Preparing For Budget Cuts, Cody School District Cuts Elementary Art Teachers
The Cody School District has started reviewing its budget ahead of potential cuts at the legislative level.
Park County School #6 has cut almost 16 full-time positions due to an upcoming statute deadline for renewing or ending staff contracts. The school district made the cuts via retirement, attrition or elimination.
Two positions that the school district eliminated were early education art teachers.
But Park County Art Council executive director Steve Shrepferman said this decision will impact elementary student's education.
"The arts can explain difficult concepts that kids have to deal with, whether it's in science, or mathematics, and the arts can provide a different way of explaining it," said Shrepferman. "And by introducing visual components, or musical components, that help to teach that every kid learns a little bit differently."

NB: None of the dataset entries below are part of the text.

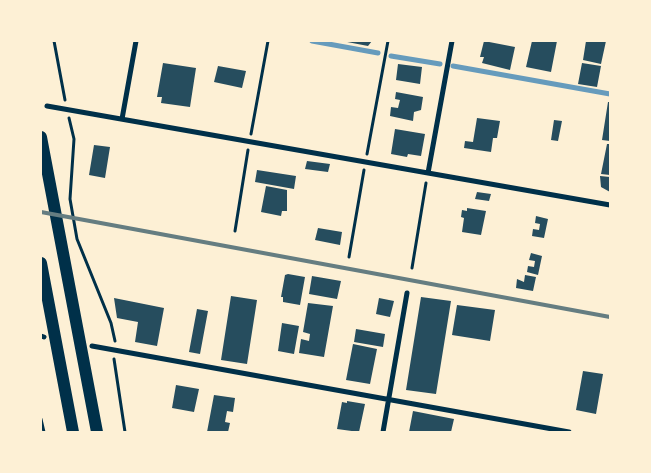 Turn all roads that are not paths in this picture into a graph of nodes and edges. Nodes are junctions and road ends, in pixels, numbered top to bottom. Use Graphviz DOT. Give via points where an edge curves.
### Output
graph roads {
  1 [pos="136,41"];
  2 [pos="452,41"];
  3 [pos="47,106"];
  4 [pos="122,119"];
  5 [pos="41,137"];
  6 [pos="428,173"];
  7 [pos="610,204"];
  8 [pos="41,263"];
  9 [pos="407,293"];
  10 [pos="92,346"];
  11 [pos="389,400"];
  12 [pos="73,432"];
  13 [pos="97,432"];
  14 [pos="383,432"];
  15 [pos="569,432"];
  1 -- 4 [label="street"];
  2 -- 6 [label="street"];
  3 -- 4 [label="street"];
  4 -- 6 [label="street"];
  5 -- 13 [label="highway"];
  6 -- 7 [label="street"];
  8 -- 12 [label="highway"];
  9 -- 11 [label="street"];
  10 -- 11 [label="street"];
  11 -- 14 [label="street"];
  11 -- 15 [label="street"];
} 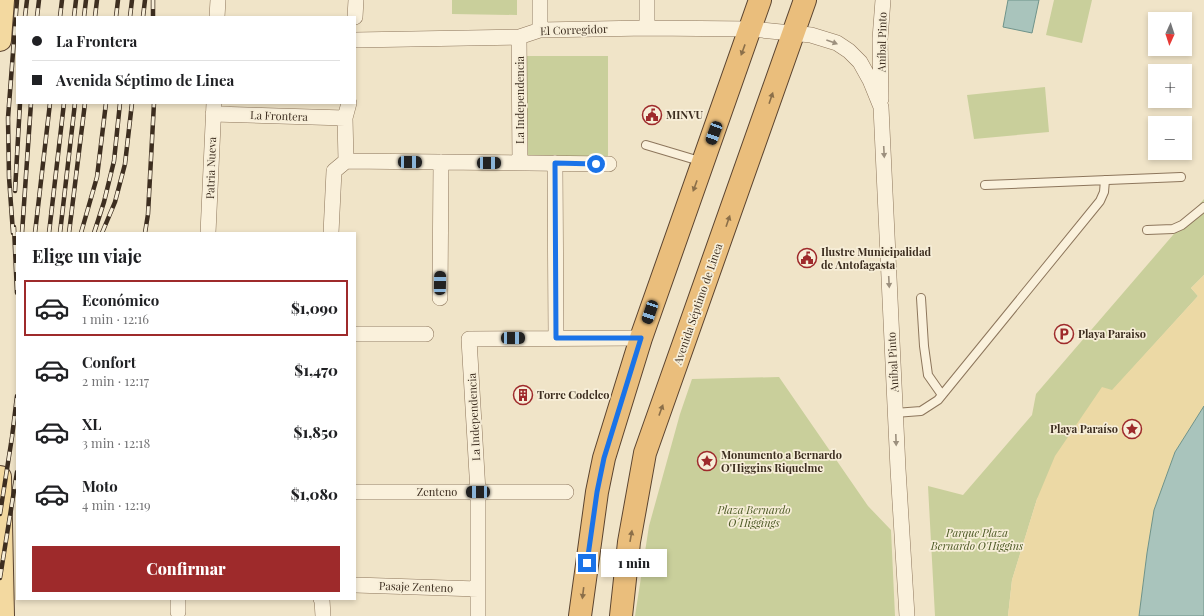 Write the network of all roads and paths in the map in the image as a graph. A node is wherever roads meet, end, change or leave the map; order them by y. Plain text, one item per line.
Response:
1 (3, 0) edge
2 (218, 0) edge
3 (356, 0) edge
4 (540, 0) edge
5 (647, 0) edge
6 (760, 0) edge
7 (805, 0) edge
8 (883, 0) edge
9 (218, 16) edge
10 (354, 16) edge
11 (647, 28) junction
12 (751, 29) junction
13 (540, 30) junction
14 (794, 33) junction
15 (519, 37) junction
16 (0, 40) edge
17 (356, 40) edge
18 (882, 107) junction
19 (213, 108) edge
20 (347, 110) edge
21 (646, 145) dead end
22 (346, 160) junction
23 (441, 162) junction
24 (703, 162) junction
25 (520, 163) junction
26 (555, 163) junction
27 (609, 164) dead end
28 (1181, 176) dead end
29 (1105, 180) junction
30 (985, 185) dead end
31 (1204, 207) edge
32 (1147, 230) dead end
33 (208, 232) edge
34 (331, 232) edge
35 (440, 298) dead end
36 (921, 298) dead end
37 (356, 334) edge
38 (426, 334) dead end
39 (556, 338) junction
40 (641, 338) junction
41 (942, 395) junction
42 (895, 414) junction
43 (0, 482) edge
44 (356, 492) edge
45 (478, 492) junction
46 (566, 492) dead end
47 (356, 586) edge
48 (478, 589) junction
49 (322, 600) edge
50 (4, 616) edge
51 (323, 616) edge
52 (478, 616) edge
53 (580, 616) edge
54 (621, 616) edge
55 (907, 616) edge

1 - 16 main road
2 - 9 street
3 - 10 street
4 - 13 street
5 - 11 street
6 - 12 highway
7 - 14 highway, Avenida Séptimo de Linea
8 - 18 street, Aníbal Pinto
11 - 12 street, El Corregidor
11 - 13 street, El Corregidor
12 - 14 street, El Corregidor
12 -> 24 highway
13 - 15 street, El Corregidor
14 -> 18 street, Aníbal Pinto
54 -> 14 highway, Avenida Séptimo de Linea
15 - 17 street, El Corregidor
15 - 25 street, La Independencia
18 -> 42 street, Aníbal Pinto
19 - 20 street, La Frontera
19 - 33 street, Patria Nueva
20 - 22 street
21 - 24 lane
22 - 23 street
22 - 34 street
23 - 25 street
23 - 35 street
24 -> 40 highway
25 - 26 street
26 - 27 street
26 - 39 street
28 - 29 lane
29 - 30 lane
29 - 41 lane
31 - 32 lane
36 - 41 lane
37 - 38 street
39 - 40 street
39 - 45 street, La Independencia
40 -> 53 highway
41 - 42 lane
42 -> 55 street, Aníbal Pinto
43 - 50 main road
44 - 45 street, Zenteno
45 - 46 street, Zenteno
45 - 48 street, La Independencia
47 - 48 street, Pasaje Zenteno
48 - 52 street, La Independencia
49 - 51 street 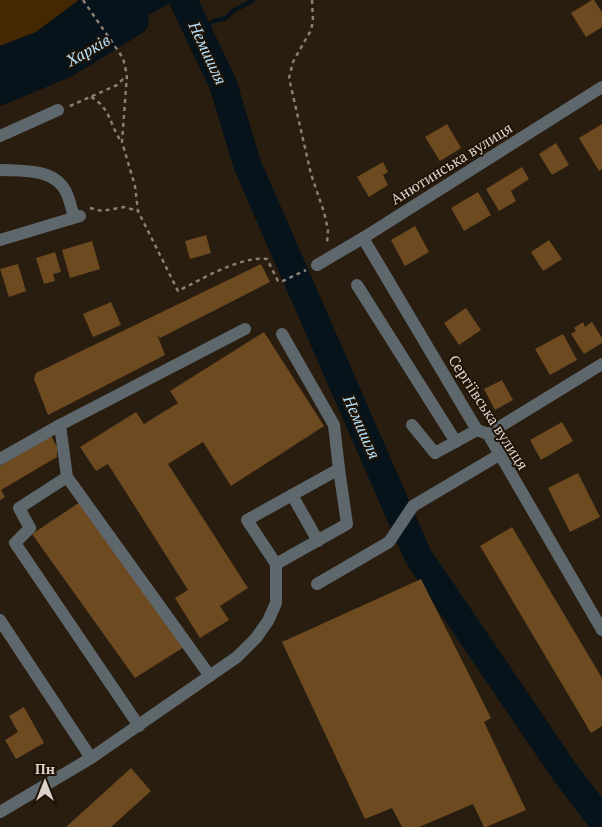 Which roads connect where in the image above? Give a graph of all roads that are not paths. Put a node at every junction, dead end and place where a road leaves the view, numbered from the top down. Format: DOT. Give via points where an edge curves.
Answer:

The school board has stated that art standards will still be taught by elementary teachers. But Shrepferman said he's worried that some teachers may not be willing to teach art or just overlook it. He acknowledged that arts can be offered after school as well but doesn't think that's enough.
"When you put it after school, there are so many kids whose parents cannot or just do not get them involved in after school activities," he said. "And so it tends not to reach the lower income sector. And that's where having things in the classroom has a broader impact on the entire community."
But Shrepferman understands that the school board is in a difficult position with future education budget cuts from the legislature.
Board of Trustees Vice Chair Stefanie Bell said 85 percent of the district's funding goes directly to personnel salaries and benifits. Plus, the district has to integrate computer science by 2023, according to the state mandate. That mandate is not funded but is required and will be accessed unlike elementary arts. Bell said an element of an elementary teacher's education is art as well as social studies and science but computer science is not.
"In looking to provide, what we know, is an expectation for the state. We saw a time that we really needed to change that focus, and move towards making sure that we offer an excellent education to meet those standards of computer science at the elementary level," said Bell.
She said she's confident elementary teachers will make sure that art standards will still be met.